運送業を始めようと考えたとき、
「運行管理者がいないと開業できない?」
「急に退職したらどうなる?」
「資格を持つ人がいない場合はどうすればいい?」
と不安になる方も多いでしょう。
運行管理者は、運送業許可に必要な人的要件です。開業前だけでなく、開業後も運行管理者が不在になると、適切な対応が必要になります。
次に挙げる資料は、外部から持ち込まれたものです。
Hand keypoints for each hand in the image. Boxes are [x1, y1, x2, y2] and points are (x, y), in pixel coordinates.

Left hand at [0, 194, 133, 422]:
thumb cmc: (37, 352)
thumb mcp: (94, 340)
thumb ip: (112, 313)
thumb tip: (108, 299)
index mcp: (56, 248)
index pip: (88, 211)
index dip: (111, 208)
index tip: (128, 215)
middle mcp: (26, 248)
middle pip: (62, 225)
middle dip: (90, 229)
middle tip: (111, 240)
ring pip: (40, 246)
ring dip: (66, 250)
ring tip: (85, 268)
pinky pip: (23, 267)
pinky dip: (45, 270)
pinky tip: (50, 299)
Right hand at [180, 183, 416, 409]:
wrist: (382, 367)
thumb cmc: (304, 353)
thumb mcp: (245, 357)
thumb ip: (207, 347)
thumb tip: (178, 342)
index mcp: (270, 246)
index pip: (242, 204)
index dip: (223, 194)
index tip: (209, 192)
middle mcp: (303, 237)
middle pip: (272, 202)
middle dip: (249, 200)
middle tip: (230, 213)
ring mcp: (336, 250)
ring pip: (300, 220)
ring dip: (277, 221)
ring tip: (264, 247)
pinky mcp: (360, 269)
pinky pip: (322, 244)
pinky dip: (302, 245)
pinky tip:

この記事では、運行管理者がいない場合の対処法を解説します。
結論|運行管理者がいない場合は早めの対応が必要
運送業では、営業所ごとに運行管理者を選任する必要があります。
そのため、
- 開業前に確保できない
- 運行管理者が退職した
- 長期間勤務できなくなった
などの場合は、早めに対応を検討しなければなりません。
運行管理者がいないとどうなる?
運行管理者は、安全運行を管理する責任者です。
そのため、運行管理者を選任できない状態では、運送業許可の人的要件を満たせなくなる可能性があります。
また、
- 点呼
- 運転者の健康管理
- 安全教育
- 運行管理
などの業務にも影響が出るおそれがあります。
関連記事
- 【運送業許可に運行管理者は必要?人的要件を解説】
- 【運送業許可の運行管理者とは?役割と要件を解説】
運行管理者がいない場合の対処法
自分で資格を取得する
これから開業する方であれば、自ら運行管理者資格者証を取得する方法があります。
資格を持つ人を採用する
運行管理者資格者証を持つ人を採用し、営業所へ選任する方法です。
社内で資格取得を目指してもらう
現在勤務している従業員が要件を満たす場合は、資格取得を目指すことも選択肢の一つです。
退職を見越して早めに準備する
運行管理者が一人しかいない場合、急な退職で人的要件に影響することがあります。
そのため、将来を見据えて複数人の育成を検討する運送会社もあります。
よくある勘違い
大型免許を持つドライバーなら運行管理者になれると思っていた
大型免許と運行管理者資格は別の制度です。
退職してから探せば間に合うと思っていた
資格を持つ人がすぐに見つかるとは限りません。
急な退職に備えておくことも大切です。
社長だから資格がなくても大丈夫だと思っていた
社長であっても、運行管理者として選任されるには資格者証が必要です。
悩むポイント|行政書士が運行管理者になることはできる?
行政書士は、運送業許可の申請や各種手続きをサポートできます。
しかし、行政書士が運送会社の運行管理者として選任されるかどうかは、個別の事情や関係法令を踏まえて判断する必要があります。
そのため、「行政書士へ依頼すれば運行管理者の要件を満たせる」というものではありません。
まとめ
運送業では、
営業所ごとに運行管理者を選任する必要があります。
運行管理者がいない場合は、
- 自分で資格を取得する
- 資格を持つ人を採用する
- 社内で資格取得を目指す
などの対応を早めに検討することが大切です。
特に、運行管理者が一人しかいない会社では、退職などに備えて人材育成も考えておくと安心です。